The Pipes and Plumbing
Data Engineers (DEs) are responsible for the pipes and plumbing that enables BIEs to work their magic.
Data that hasn’t been properly organized and cleaned can be very dangerous. Not only is the data hard to analyze, but the conclusions could be incorrect. Data Engineering is the practice of collecting, cleaning, storing the data, and making it available to end users. Further transformations can be completed using Extract, Transform, and Load (ETL) methods. BIEs and Business Analysts rely heavily on Data Engineers to construct a data platform that is easy to use, accurate, and scalable.
Tony started working with the Central FP&A team of a major tech company. At the time, the entire group was doing everything in Excel and emailing out PDF reports to senior leaders.

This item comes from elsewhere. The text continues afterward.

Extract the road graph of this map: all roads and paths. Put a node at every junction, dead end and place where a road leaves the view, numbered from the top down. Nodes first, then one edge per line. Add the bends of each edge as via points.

This was time consuming, error prone, and a poor customer experience.
Tony set up an AWS account and plugged into existing data infrastructure through AWS Lake Formation and S3. He applied further transformations on the data with Python scripts and SQL using AWS Glue. This datalake architecture built the foundation for many dashboards that serverd hundreds of users across the organization. See more detail on the T&E Dashboard or Click Through Financials Web Application.

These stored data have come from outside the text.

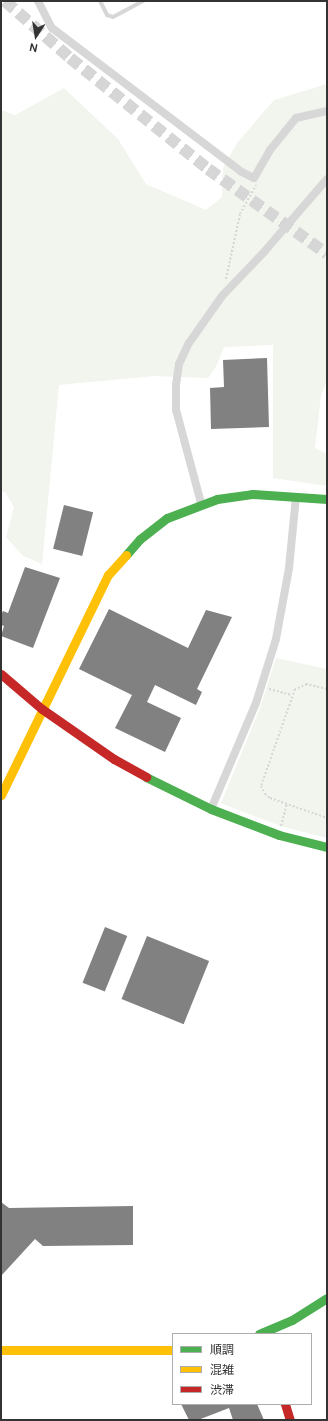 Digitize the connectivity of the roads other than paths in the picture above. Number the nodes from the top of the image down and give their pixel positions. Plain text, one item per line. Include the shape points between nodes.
1 (38, 1) edge
2 (100, 1) edge
3 (143, 1) edge
4 (327, 111) edge
5 (327, 179) edge
6 (296, 497) junction
7 (327, 499) edge
8 (200, 503) junction
9 (1, 674) edge
10 (42, 709) junction
11 (1, 795) edge
12 (211, 810) junction
13 (327, 848) edge
14 (327, 1298) edge
15 (264, 1333) edge
16 (1, 1350) edge
17 (172, 1350) edge
18 (285, 1405) edge
19 (290, 1420) edge

1 - 4 street via 52,28 242,172 254,178 270,150 296,118
2 - 3 lane via 108,15 113,17
5 - 8 street via 222,296 189,343 180,364 176,385 176,410
6 - 7 street
6 - 8 street via 252,494
6 - 12 street via 289,568 276,639 262,687
8 - 10 street via 167,518 140,539 108,575
9 - 10 street
10 - 11 street
10 - 12 street via 114,759
12 - 13 street via 279,835
14 - 15 street via 292,1320
16 - 17 street
18 - 19 street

One of the worlds largest ETF providers lacked the ability to readily access data across the $7T ETF landscape. Users would have to go into Bloomberg Terminals and download data into Excel. This was especially time intensive when Senior Management asked for a detailed analysis of competitor funds. Furthermore, the data coming from Bloomberg often contained errors that would go unnoticed.
Tony built data pipelines that programmatically brought in data from Bloomberg and multiple other financial data providers. He combined the data, reconciling differences to identify errors and reported issues back to the data providers. He then organized the data and created multiple lightweight files that could be quickly ingested into an ETF Dashboard making the output appear real-time to the end user.